A national accreditation program for minor emergency facilities has been introduced by the NAFAC and the Accreditation Association for Ambulatory Health Care in Skokie, Illinois. Some states have also enacted tough regulations affecting the operations of minor emergency centers. But writers for consumer magazines, as well as NAFAC officials and many doctors, say that the best approach to finding a good ACC is to drop in for a visit before you need help. Go to several, talk to the staff, and check out the capabilities, prices and payment methods. Also, find out what hospitals they can admit you to if an illness or injury turns out to be more serious than they can handle.

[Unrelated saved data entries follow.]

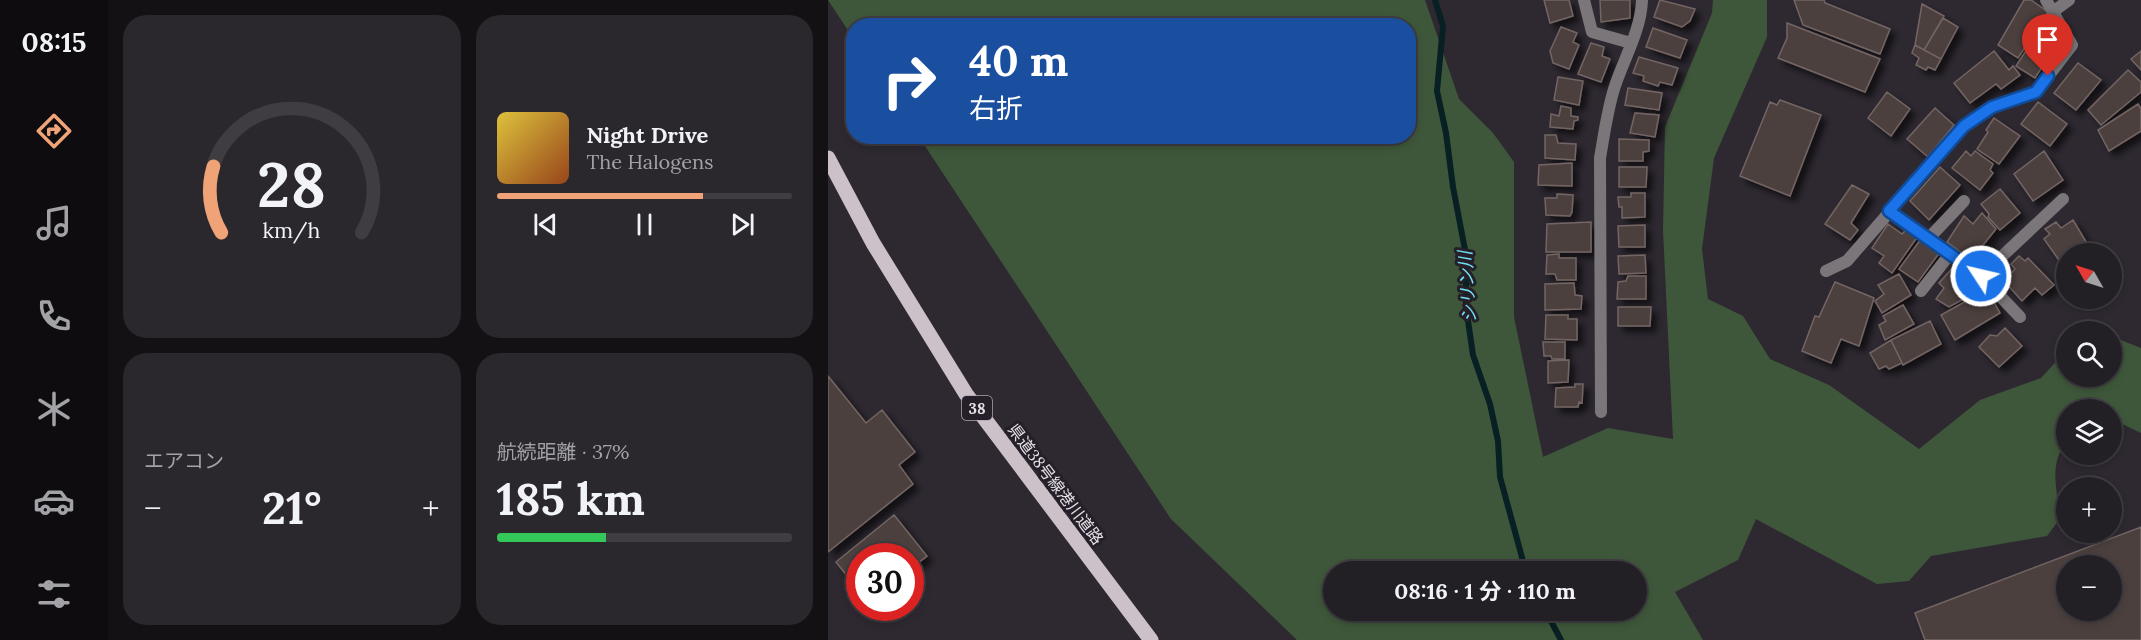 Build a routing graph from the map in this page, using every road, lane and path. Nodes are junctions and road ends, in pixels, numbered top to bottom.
1 (1584, 0) edge
2 (1641, 0) edge
3 (2046, 0) edge
4 (2069, 0) edge
5 (2054, 11) junction
6 (1631, 43) junction
7 (828, 158) edge
8 (2063, 200) dead end
9 (1964, 201) dead end
10 (1889, 211) junction
11 (1928, 239) junction
12 (1950, 254) junction
13 (1826, 271) dead end
14 (1981, 276) junction
15 (1921, 291) dead end
16 (2020, 317) dead end
17 (1601, 412) dead end
18 (1151, 640) edge

1 - 6 street
2 - 6 street
3 - 5 street
4 - 5 street
5 - 10 street
6 - 17 street
7 - 18 main road, 県道38号線港川道路 / 38
8 - 14 street
9 - 11 street
10 - 11 street
10 - 13 street
11 - 12 street
12 - 14 street
12 - 15 street
14 - 16 street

Beckie Warren of Oak Cliff, who trains checkers at a Dallas Tom Thumb store, says she has seen “both the bad and the good” of minor emergency centers. During a weekend outing last summer, she stumbled in the dark, fell on her arm, and heard and felt a painful pop. She went first to a minor emergency center in a nearby suburban town. “The doctor X-rayed it from only one direction, and told me it was just badly bruised,” Warren says. “Two days later, my arm was swollen and turning yellow and purple, and I was screaming in pain.” Friends and relatives convinced her to go to another minor emergency center, one near her home in Oak Cliff. “The doctor there X-rayed my arm from several different directions and found that I had broken it in three places.” Her mixed experiences with Doc-in-the-Box medicine have left her hesitant to try other ACCs, she concedes. “But I still go to one if my personal doctor is too busy to see me.”

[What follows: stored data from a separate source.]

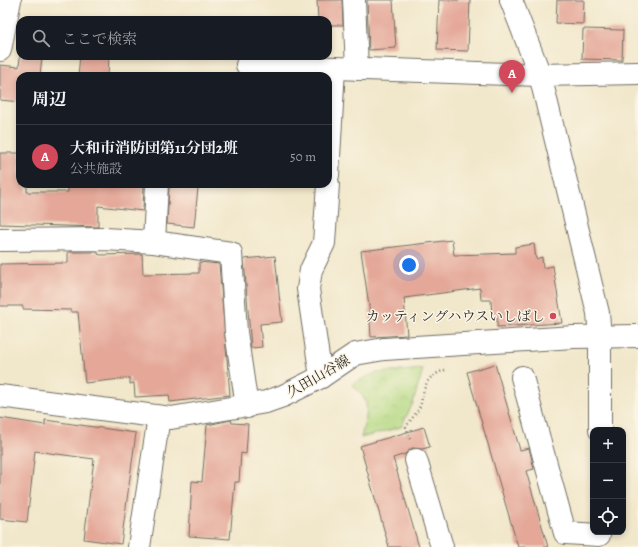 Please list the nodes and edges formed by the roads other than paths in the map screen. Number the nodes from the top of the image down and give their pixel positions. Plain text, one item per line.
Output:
1 (10, 0) edge
2 (354, 0) edge
3 (511, 0) edge
4 (0, 50) edge
5 (247, 65) dead end
6 (334, 68) junction
7 (357, 69) junction
8 (638, 73) edge
9 (540, 75) junction
10 (332, 104) edge
11 (157, 188) edge
12 (328, 188) edge
13 (0, 240) edge
14 (154, 242) junction
15 (638, 336) edge
16 (600, 337) junction
17 (321, 377) junction
18 (522, 377) dead end
19 (0, 396) edge
20 (247, 407) junction
21 (159, 417) junction
22 (600, 427) edge
23 (416, 460) road end
24 (599, 538) edge
25 (139, 547) edge
26 (442, 547) edge

1 - 4 street
2 - 7 street
3 - 9 street
5 - 6 street
6 - 7 street
6 - 10 street
7 - 9 street
8 - 9 street
9 - 16 street
11 - 14 street
12 - 17 street
13 - 14 street
14 - 20 street
15 - 16 street, 久田山谷線
16 - 17 street, 久田山谷線
16 - 22 street
17 - 20 street, 久田山谷線
18 - 24 street
19 - 21 street, 久田山谷線
20 - 21 street, 久田山谷線
21 - 25 street
23 - 26 street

ACCs should be viewed as a convenient alternative, not as a total substitute for traditional physicians, specialists and emergency rooms, medical experts say. But consumers’ demands are fueling changes even in the relatively new business of retail ambulatory care, Hellstern and Roberts say. More and more ACCs are becoming primary-care centers as well as minor emergency clinics. “They are marketing themselves to be your family medical center,” Roberts says, adding that they are beginning to offer a greater range of medical options, including long-term doctor-patient relationships, health maintenance plans and easier access to a variety of physician specialists.
Company executives are also discovering that ACCs can save them money and lost productivity. Employees with minor injuries or ailments can often be treated at nearby ambulatory care centers and returned to their jobs in an hour or two. Today, about one-fourth of the patients at a successful ambulatory care center have been sent by their employers, and the ratio is expected to grow, Roberts says.
Ambulatory care centers, Hellstern says, are here to stay, despite continuing regulatory pressures from state legislators and the American Medical Association and criticisms from traditional physicians. “There is room in the world for all of us-ambulatory care centers, emergency departments, and traditional physicians’ offices,” he says. The consumer no longer has to settle for a 9-to-5, please-get-sick-at-my-convenience health care.”
NEED STITCHES? Got a sprain? Drive in, day or night, for ambulatory care.